ダイナミックMRIは、造影剤を静脈内に注入し、造影剤が目標領域に到達するタイミングを見計らって一定時間ごとに同じ部位を連続撮影する方法です。腫瘍の血流パターンは病変の種類によって特徴があり、造影剤の効果は時間とともに変化します。これを経時的に確認することで、良悪性の鑑別や病変の種類の推定に役立てられます。

拡散強調像(DWI)は、組織内の水分子の動きやすさを画像上で強調する撮影方法です。
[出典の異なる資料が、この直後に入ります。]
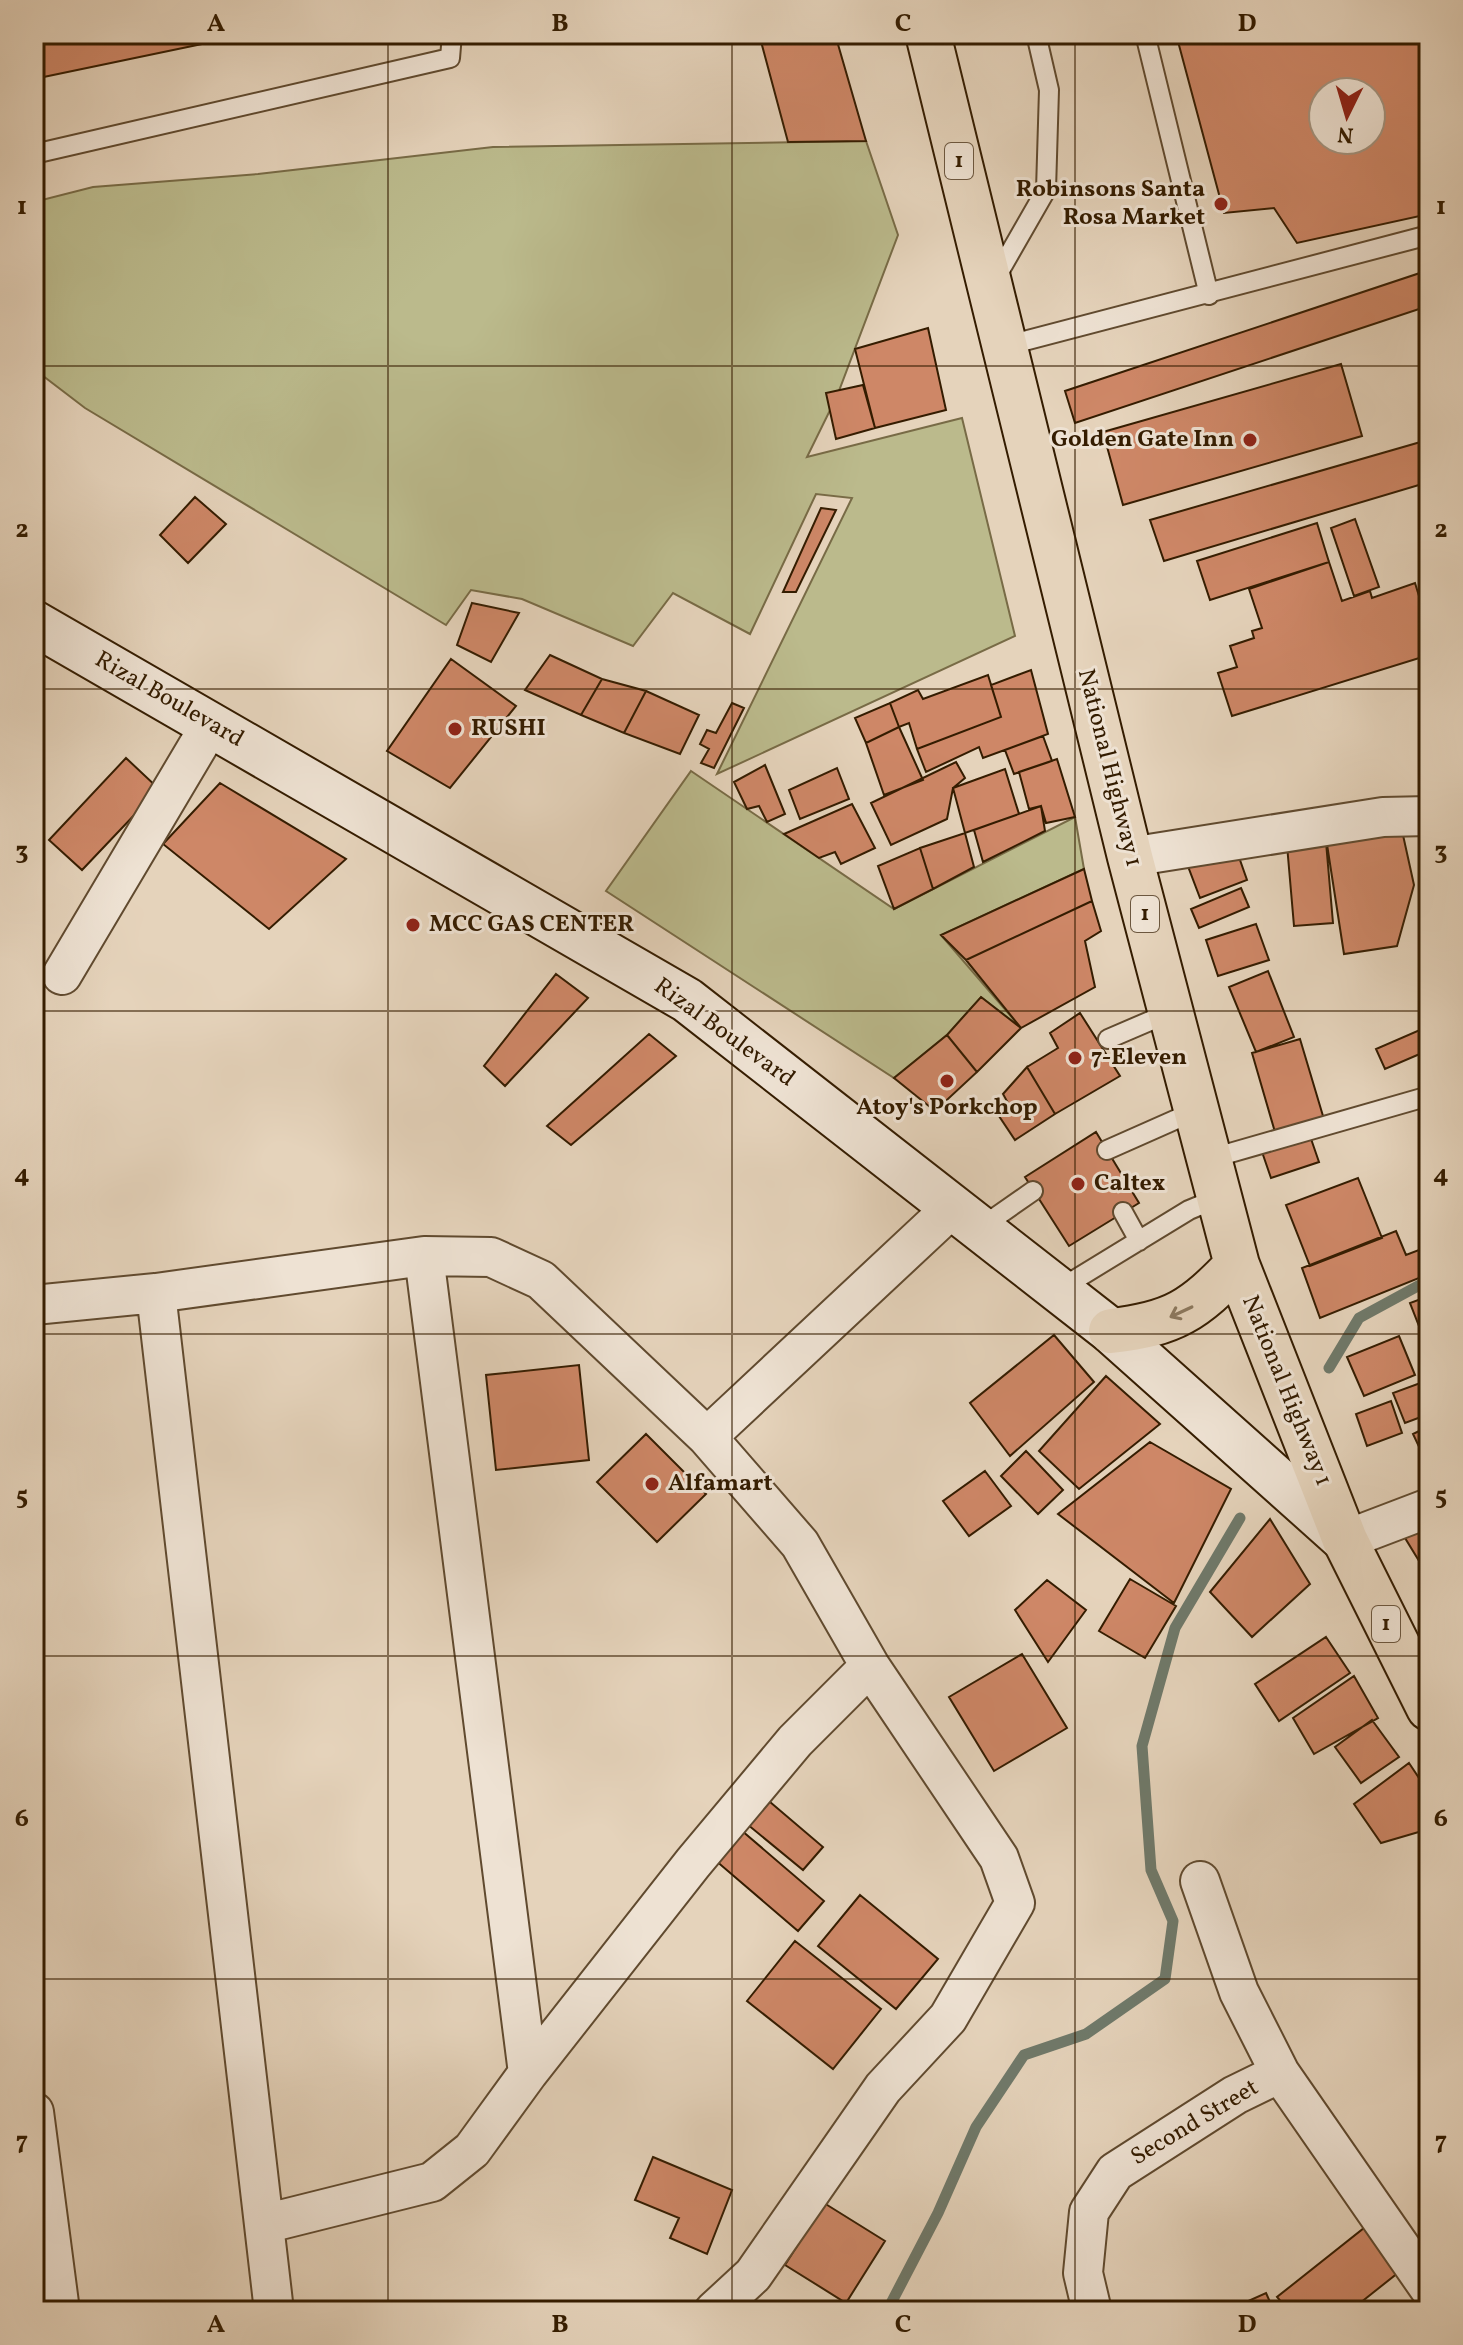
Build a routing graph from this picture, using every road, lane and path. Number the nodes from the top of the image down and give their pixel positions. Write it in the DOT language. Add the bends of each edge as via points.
graph roads {
  1 [pos="452,34"];
  2 [pos="928,34"];
  3 [pos="1036,34"];
  4 [pos="1145,34"];
  5 [pos="34,154"];
  6 [pos="1429,235"];
  7 [pos="990,289"];
  8 [pos="1209,295"];
  9 [pos="1005,346"];
  10 [pos="34,623"];
  11 [pos="211,724"];
  12 [pos="1429,816"];
  13 [pos="1130,857"];
  14 [pos="62,975"];
  15 [pos="1171,1012"];
  16 [pos="1108,1039"];
  17 [pos="1429,1096"];
  18 [pos="1195,1111"];
  19 [pos="1107,1150"];
  20 [pos="1213,1178"];
  21 [pos="1033,1191"];
  22 [pos="1123,1212"];
  23 [pos="966,1218"];
  24 [pos="1139,1241"];
  25 [pos="424,1256"];
  26 [pos="1237,1265"];
  27 [pos="1056,1291"];
  28 [pos="156,1293"];
  29 [pos="34,1305"];
  30 [pos="1111,1331"];
  31 [pos="707,1437"];
  32 [pos="1429,1508"];
  33 [pos="1345,1540"];
  34 [pos="870,1666"];
  35 [pos="1429,1708"];
  36 [pos="1200,1881"];
  37 [pos="528,2073"];
  38 [pos="1280,2073"];
  39 [pos="34,2112"];
  40 [pos="264,2224"];
  41 [pos="43,2252"];
  42 [pos="1429,2288"];
  43 [pos="60,2311"];
  44 [pos="274,2311"];
  45 [pos="714,2311"];
  46 [pos="1092,2311"];
  1 -- 5 [label="lane" via="450,58"];
  2 -- 7 [label="highway, National Highway 1 / 1"];
  3 -- 7 [label="lane" via="1049,90 1046,190"];
  4 -- 8 [label="lane"];
  6 -- 8 [label="lane"];
  7 -- 9 [label="highway, National Highway 1 / 1"];
  8 -- 9 [label="lane"];
  9 -- 13 [label="highway, National Highway 1 / 1"];
  10 -- 11 [label="main road, Rizal Boulevard"];
  11 -- 14 [label="street"];
  11 -- 23 [label="main road, Rizal Boulevard" via="687,1000"];
  12 -- 13 [label="street" via="1383,817"];
  13 -- 15 [label="highway, National Highway 1 / 1"];
  15 -- 16 [label="lane"];
  15 -- 18 [label="highway, National Highway 1 / 1"];
  17 -- 20 [label="lane"];
  18 -- 19 [label="lane"];
  18 -- 20 [label="highway, National Highway 1 / 1"];
  20 -- 24 [label="lane" via="1189,1210"];
  20 -- 26 [label="highway, National Highway 1 / 1"];
  21 -- 23 [label="lane"];
  22 -- 24 [label="lane"];
  23 -- 27 [label="main road, Rizal Boulevard"];
  23 -- 31 [label="street"];
  24 -- 27 [label="lane"];
  25 -- 28 [label="street"];
  25 -- 31 [label="street" via="491,1257 541,1280"];
  25 -- 37 [label="street"];
  26 -- 30 [label="highway, one-way" via="1201,1303 1149,1327"];
  26 -- 33 [label="highway, National Highway 1 / 1"];
  27 -- 30 [label="main road, Rizal Boulevard"];
  28 -- 29 [label="street"];
  28 -- 40 [label="street"];
  30 -- 33 [label="main road, Rizal Boulevard"];
  31 -- 34 [label="street" via="800,1544"];
  32 -- 33 [label="street"];
  33 -- 35 [label="highway, National Highway 1 / 1"];
  34 -- 37 [label="street" via="795,1741"];
  34 -- 45 [label="street" via="999,1858 1015,1903 948,2018 883,2088 753,2275"];
  36 -- 38 [label="street" via="1239,1992"];
  37 -- 40 [label="street" via="472,2150 432,2182"];
  38 -- 42 [label="street"];
  38 -- 46 [label="street, Second Street" via="1235,2095 1115,2172 1089,2212 1083,2273"];
  39 -- 41 [label="street"];
  40 -- 44 [label="street"];
  41 -- 43 [label="street"];
}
細胞が密集していたり粘度が高かったりする組織では水分子の動きが制限されるため、そうした部位が周囲より高信号となります。超急性期の脳梗塞で組織間の水分子の動きが妨げられる場面や、細胞密度の高い悪性リンパ腫などの腫瘍診断など広く活用されています。

エラストグラフィは、超音波検査において、超音波プローブを動かしながら組織に圧をかけることで組織の硬さを測定し画像化(カラー表示)する検査法です。腫瘍組織は周囲の正常な組織と比べて硬さが異なる傾向があるため、この硬さの違いを手がかりに良悪性の鑑別やリンパ節転移の診断などに応用が検討されています。

これまでのMRI・超音波検査の知識に加えて、それぞれの撮影法で何を強調して画像化しているのかを理解しておきましょう。

 

  • 拡散強調像(111A62)
      

 

  • エラストグラフィ(114C27)
      

 

 

前回の「衛生学編」につづき、今回は「口腔機能・画像検査編」として、令和9年版の歯科医師国家試験出題基準に追加された重要ワードを解説しました。

プロセスモデルや各種評価スケール、最新の画像検査など、いずれも歯科臨床現場で実際に導入されているものばかりです。国試では「ただ用語の名前を暗記しているか」ではなく、「臨床現場でこれらの知識をどう活かすか(どう機能しているか)」という一歩踏み込んだ理解が求められます。

新しい用語に不安を感じるかもしれませんが、基本的な仕組みと臨床的な意味をセットで整理して、イメージを膨らませておきましょう!